***** Extracted material
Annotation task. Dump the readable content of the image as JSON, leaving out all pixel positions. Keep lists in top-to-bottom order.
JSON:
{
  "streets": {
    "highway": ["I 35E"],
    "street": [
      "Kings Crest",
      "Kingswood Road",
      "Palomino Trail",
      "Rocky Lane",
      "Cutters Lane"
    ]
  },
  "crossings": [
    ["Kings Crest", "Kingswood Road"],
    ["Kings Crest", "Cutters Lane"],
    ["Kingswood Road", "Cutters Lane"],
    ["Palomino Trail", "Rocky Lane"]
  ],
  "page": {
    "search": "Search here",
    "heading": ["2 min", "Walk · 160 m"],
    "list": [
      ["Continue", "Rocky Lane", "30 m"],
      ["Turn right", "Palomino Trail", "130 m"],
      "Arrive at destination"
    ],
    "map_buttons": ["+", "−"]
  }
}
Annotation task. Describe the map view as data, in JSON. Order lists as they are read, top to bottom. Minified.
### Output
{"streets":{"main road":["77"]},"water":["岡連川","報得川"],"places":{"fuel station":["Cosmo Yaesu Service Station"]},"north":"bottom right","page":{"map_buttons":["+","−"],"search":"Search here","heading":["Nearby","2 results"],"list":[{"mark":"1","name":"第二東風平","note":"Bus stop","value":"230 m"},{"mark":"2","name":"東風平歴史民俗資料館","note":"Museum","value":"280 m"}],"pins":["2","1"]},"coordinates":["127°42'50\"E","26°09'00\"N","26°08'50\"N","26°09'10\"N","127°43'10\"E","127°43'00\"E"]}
**********
> [Task statement] Could you restate every entry above word for word?

> [Task result]
Annotation task. Dump the readable content of the image as JSON, leaving out all pixel positions. Keep lists in top-to-bottom order.
JSON:
{
  "streets": {
    "highway": ["I 35E"],
    "street": [
      "Kings Crest",
      "Kingswood Road",
      "Palomino Trail",
      "Rocky Lane",
      "Cutters Lane"
    ]
  },
  "crossings": [
    ["Kings Crest", "Kingswood Road"],
    ["Kings Crest", "Cutters Lane"],
    ["Kingswood Road", "Cutters Lane"],
    ["Palomino Trail", "Rocky Lane"]
  ],
  "page": {
    "search": "Search here",
    "heading": ["2 min", "Walk · 160 m"],
    "list": [
      ["Continue", "Rocky Lane", "30 m"],
      ["Turn right", "Palomino Trail", "130 m"],
      "Arrive at destination"
    ],
    "map_buttons": ["+", "−"]
  }
}
Annotation task. Describe the map view as data, in JSON. Order lists as they are read, top to bottom. Minified.
### Output
{"streets":{"main road":["77"]},"water":["岡連川","報得川"],"places":{"fuel station":["Cosmo Yaesu Service Station"]},"north":"bottom right","page":{"map_buttons":["+","−"],"search":"Search here","heading":["Nearby","2 results"],"list":[{"mark":"1","name":"第二東風平","note":"Bus stop","value":"230 m"},{"mark":"2","name":"東風平歴史民俗資料館","note":"Museum","value":"280 m"}],"pins":["2","1"]},"coordinates":["127°42'50\"E","26°09'00\"N","26°08'50\"N","26°09'10\"N","127°43'10\"E","127°43'00\"E"]}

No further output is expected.